## [WHAT THIS TASK INVOLVES]
Below are records; work out how many of their lines contain the word "Answer" and reply with the number only.

## [Stored items]

*****

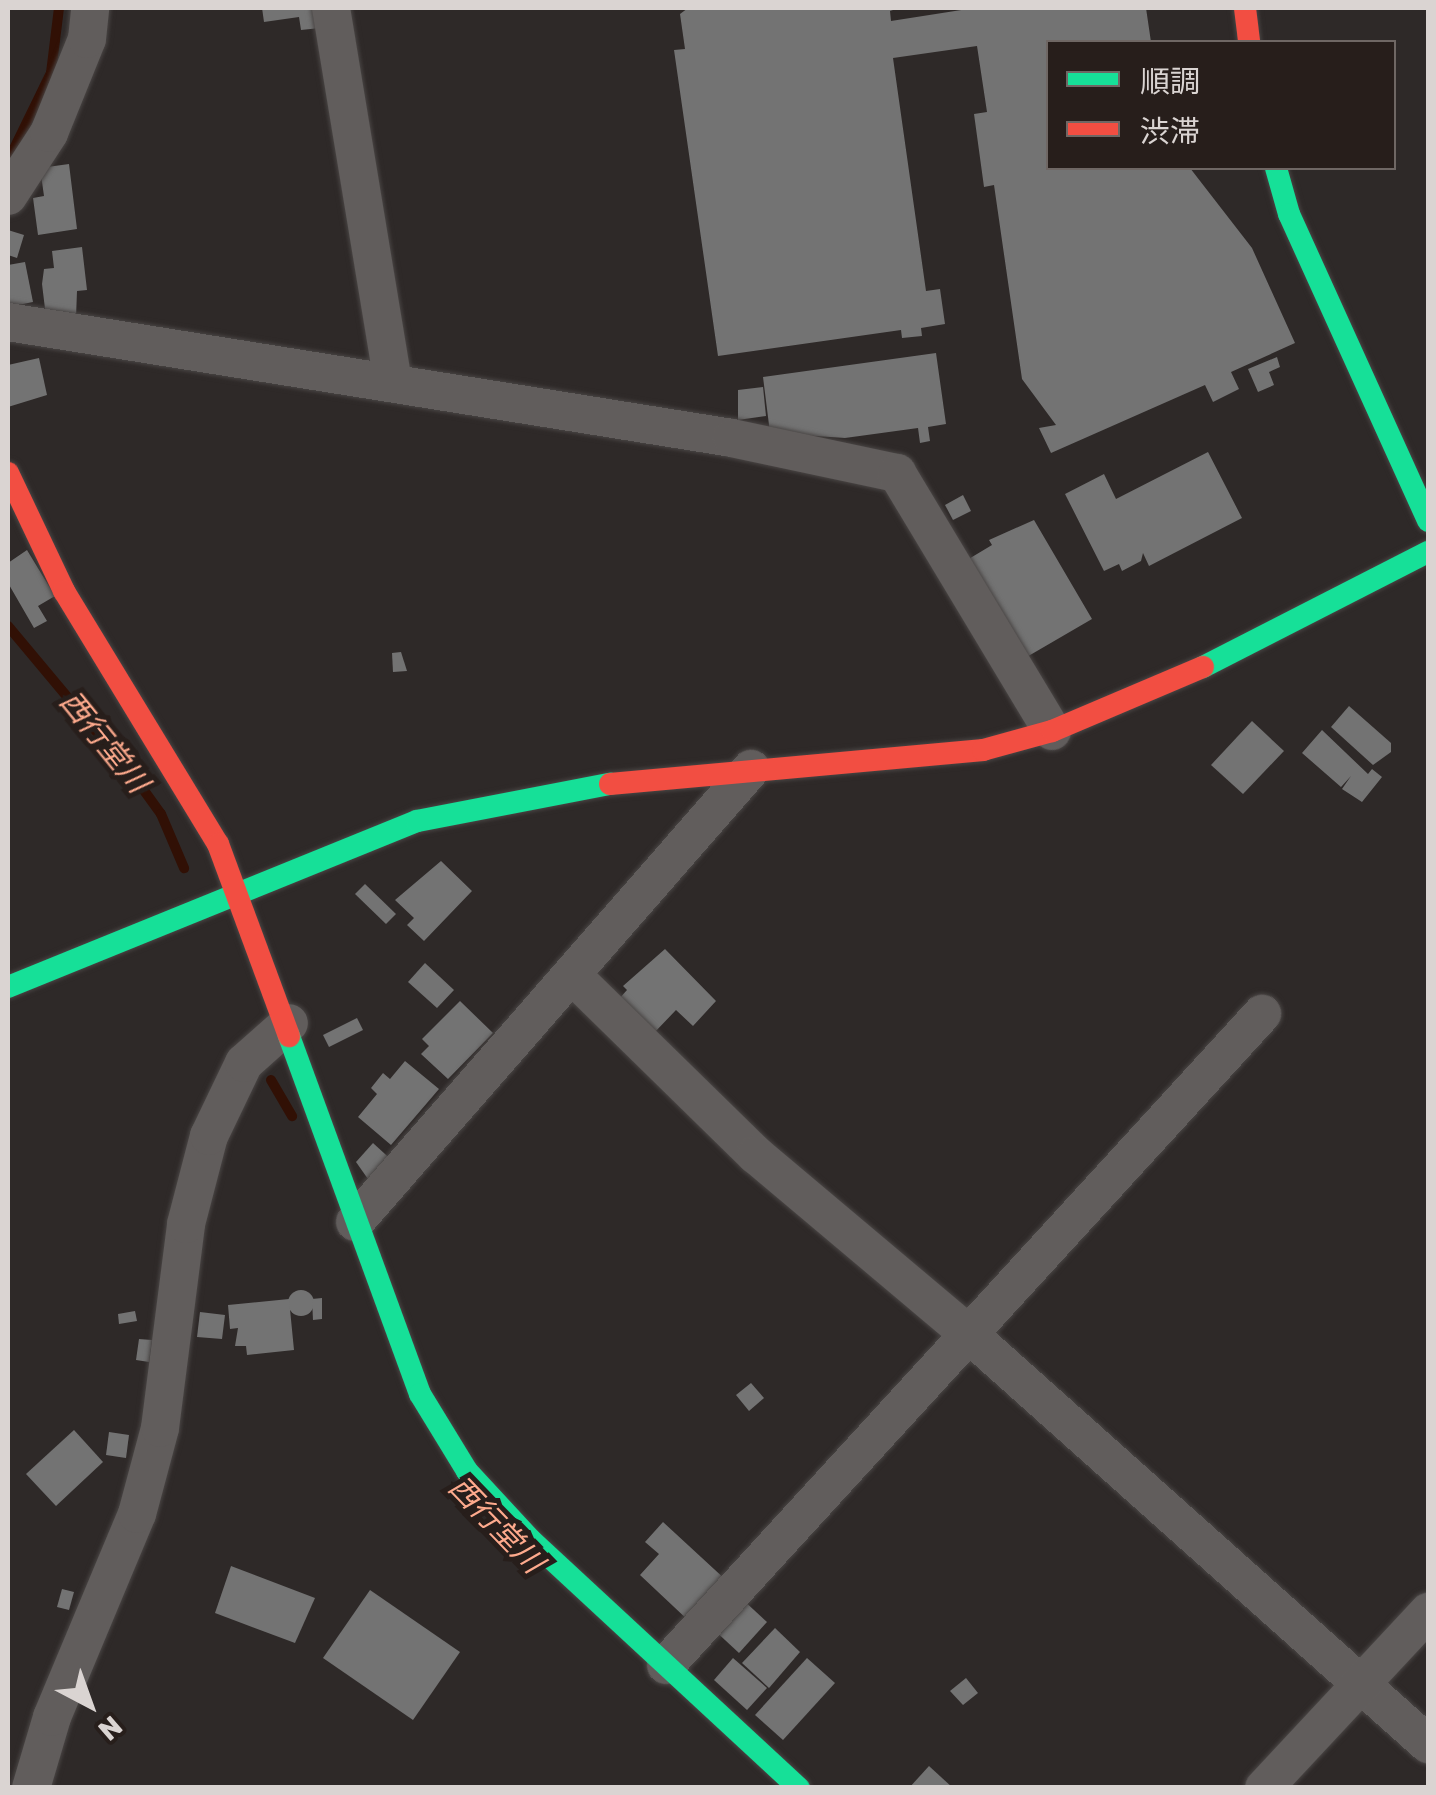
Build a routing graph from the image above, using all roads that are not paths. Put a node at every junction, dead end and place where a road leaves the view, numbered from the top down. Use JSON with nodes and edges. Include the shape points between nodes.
{"nodes":[{"id":1,"x":90,"y":8,"type":"edge"},
{"id":2,"x":331,"y":8,"type":"edge"},
{"id":3,"x":1245,"y":8,"type":"edge"},
{"id":4,"x":1249,"y":40,"type":"edge"},
{"id":5,"x":1277,"y":170,"type":"edge"},
{"id":6,"x":8,"y":196,"type":"edge"},
{"id":7,"x":8,"y":322,"type":"edge"},
{"id":8,"x":393,"y":384,"type":"junction"},
{"id":9,"x":8,"y":473,"type":"edge"},
{"id":10,"x":1428,"y":521,"type":"edge"},
{"id":11,"x":1428,"y":552,"type":"edge"},
{"id":12,"x":1052,"y":732,"type":"junction"},
{"id":13,"x":751,"y":769,"type":"junction"},
{"id":14,"x":240,"y":896,"type":"junction"},
{"id":15,"x":574,"y":976,"type":"junction"},
{"id":16,"x":8,"y":987,"type":"edge"},
{"id":17,"x":1262,"y":1014,"type":"dead end"},
{"id":18,"x":267,"y":1043,"type":"junction"},
{"id":19,"x":355,"y":1222,"type":"junction"},
{"id":20,"x":971,"y":1336,"type":"junction"},
{"id":21,"x":1428,"y":1612,"type":"edge"},
{"id":22,"x":666,"y":1665,"type":"junction"},
{"id":23,"x":1362,"y":1684,"type":"junction"},
{"id":24,"x":1428,"y":1744,"type":"edge"},
{"id":25,"x":31,"y":1788,"type":"edge"},
{"id":26,"x":798,"y":1788,"type":"edge"},
{"id":27,"x":1264,"y":1788,"type":"edge"}],
"edges":[{"from":1,"to":6,"type":"street","via":[[88,38],[48,133]]},
{"from":2,"to":8,"type":"street"},
{"from":3,"to":4,"type":"street"},
{"from":5,"to":10,"type":"street","via":[[1288,214]]},
{"from":7,"to":8,"type":"street"},
{"from":8,"to":12,"type":"street","via":[[732,438],[897,474]]},
{"from":9,"to":14,"type":"street","via":[[64,591],[218,844]]},
{"from":11,"to":12,"type":"street","via":[[1156,690]]},
{"from":12,"to":13,"type":"street","via":[[983,750]]},
{"from":13,"to":14,"type":"street","via":[[582,787],[418,821]]},
{"from":13,"to":15,"type":"street"},
{"from":14,"to":16,"type":"street"},
{"from":14,"to":18,"type":"street"},
{"from":15,"to":19,"type":"street"},
{"from":15,"to":20,"type":"street","via":[[756,1155]]},
{"from":17,"to":20,"type":"street"},
{"from":18,"to":19,"type":"street"},
{"from":18,"to":25,"type":"street","via":[[209,1136],[186,1224],[160,1428],[137,1514],[52,1717]]},
{"from":19,"to":22,"type":"street","via":[[420,1394],[467,1471]]},
{"from":20,"to":22,"type":"street"},
{"from":20,"to":23,"type":"street"},
{"from":21,"to":23,"type":"street"},
{"from":22,"to":26,"type":"street"},
{"from":23,"to":24,"type":"street"},
{"from":23,"to":27,"type":"street"}]}
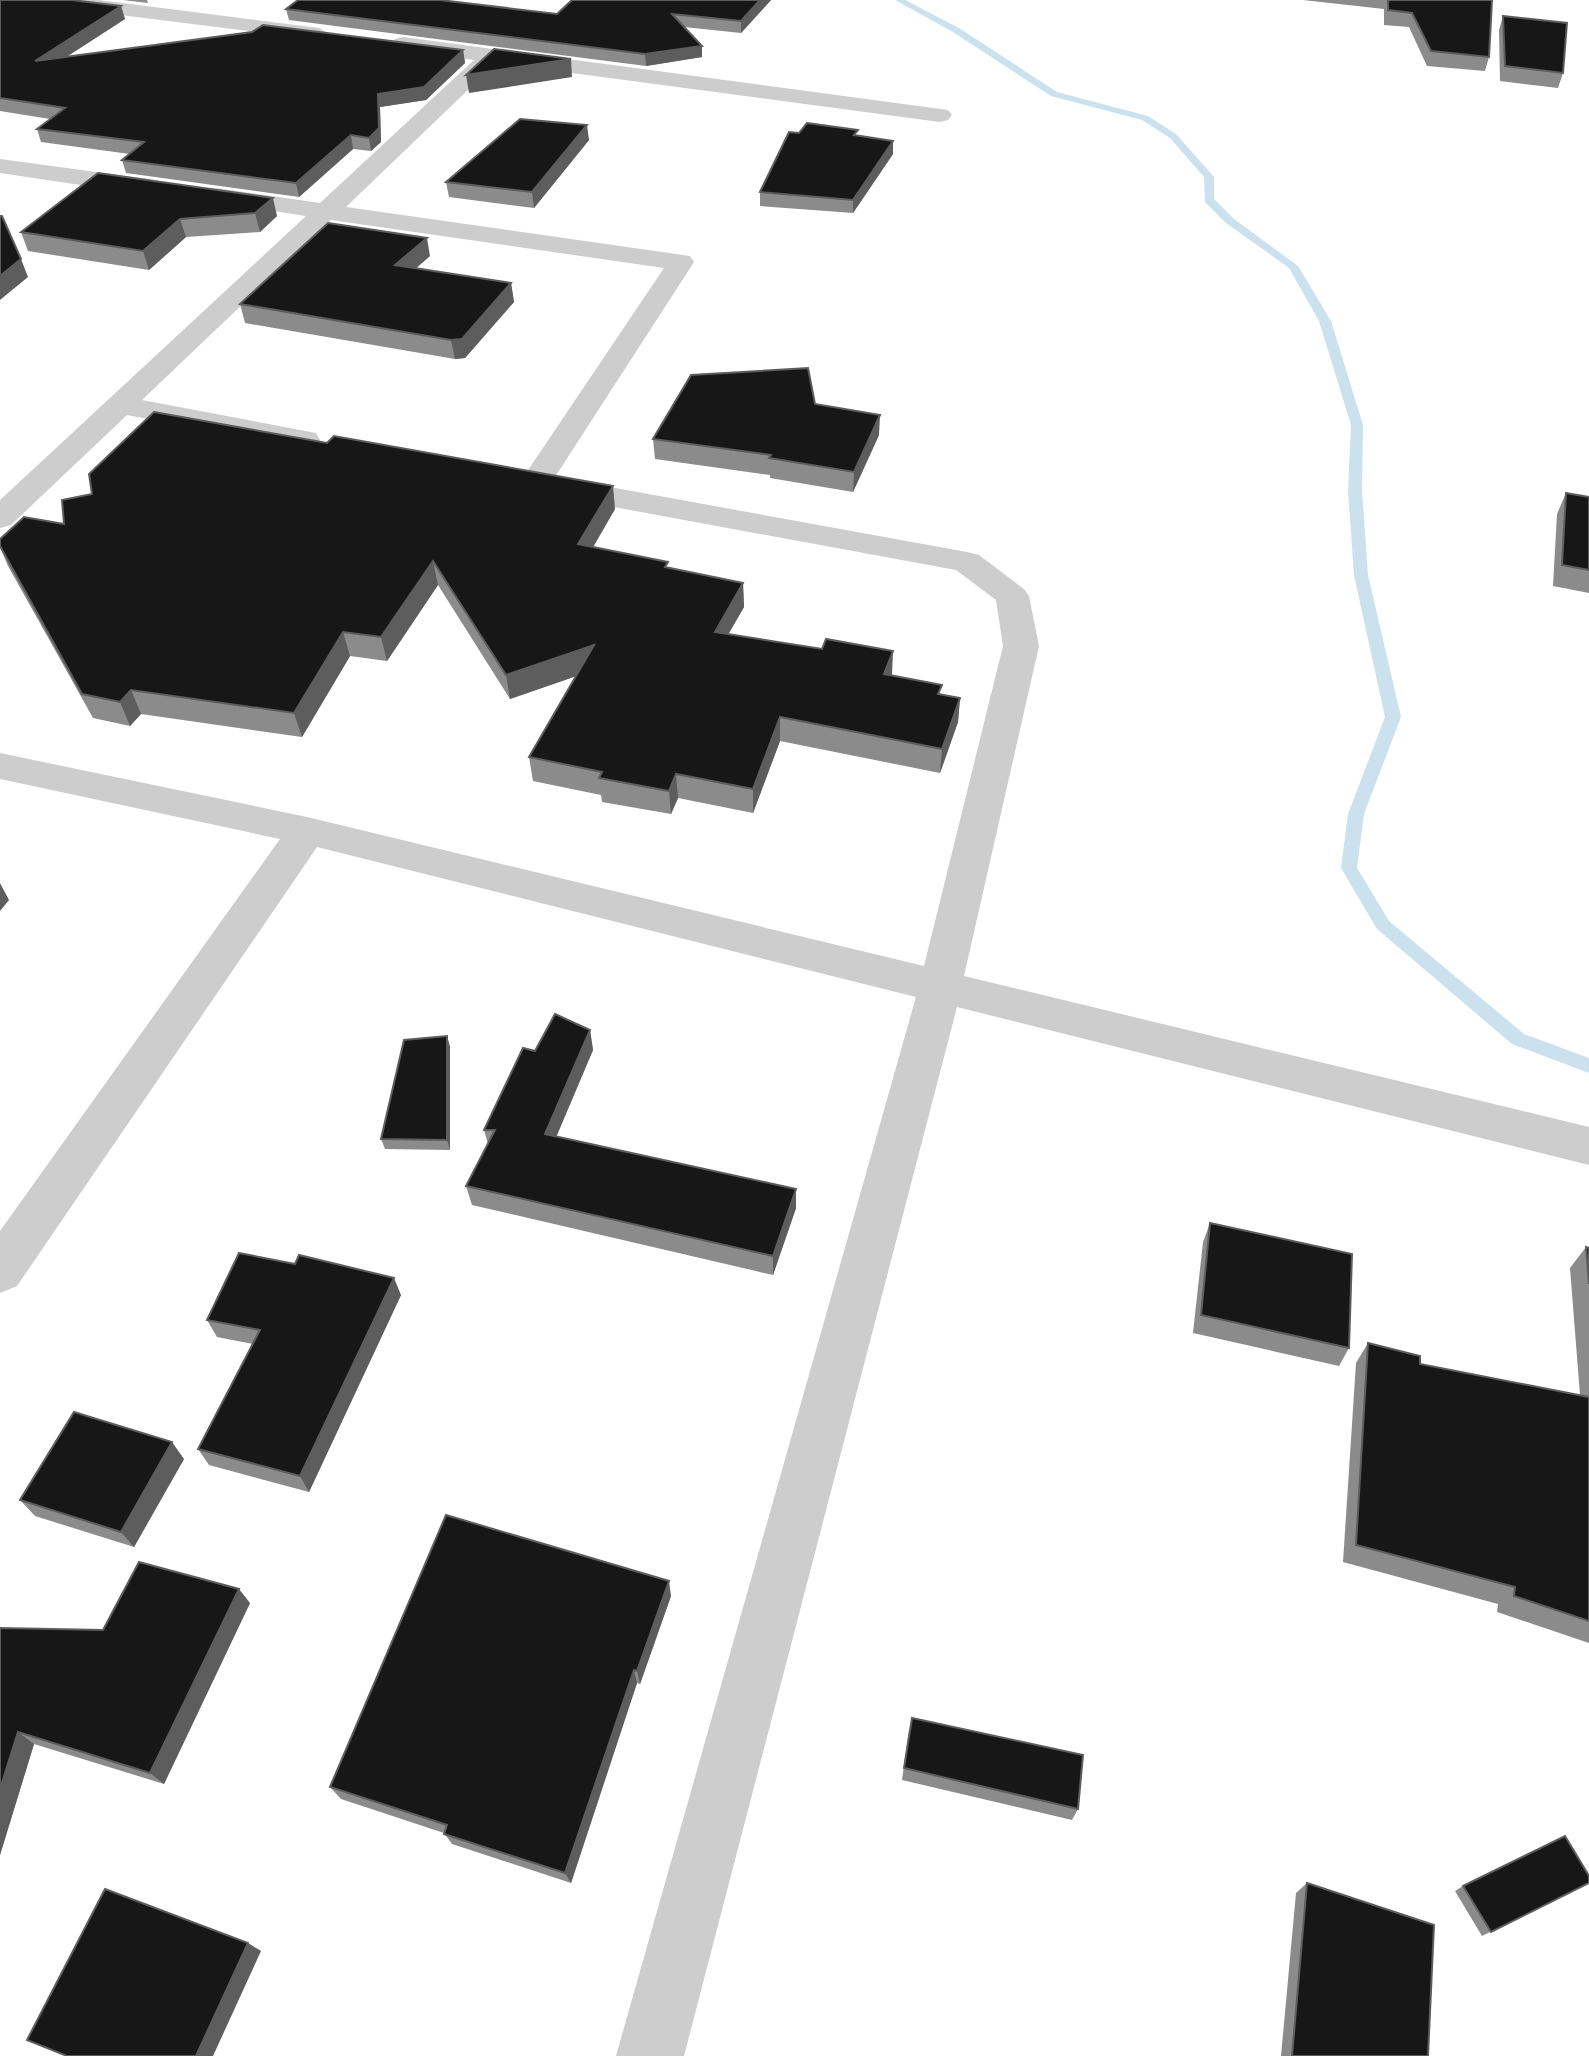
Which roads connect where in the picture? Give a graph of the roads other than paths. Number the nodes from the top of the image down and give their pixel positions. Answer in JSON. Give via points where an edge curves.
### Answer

*****

## [WRITTEN RESPONSE]
2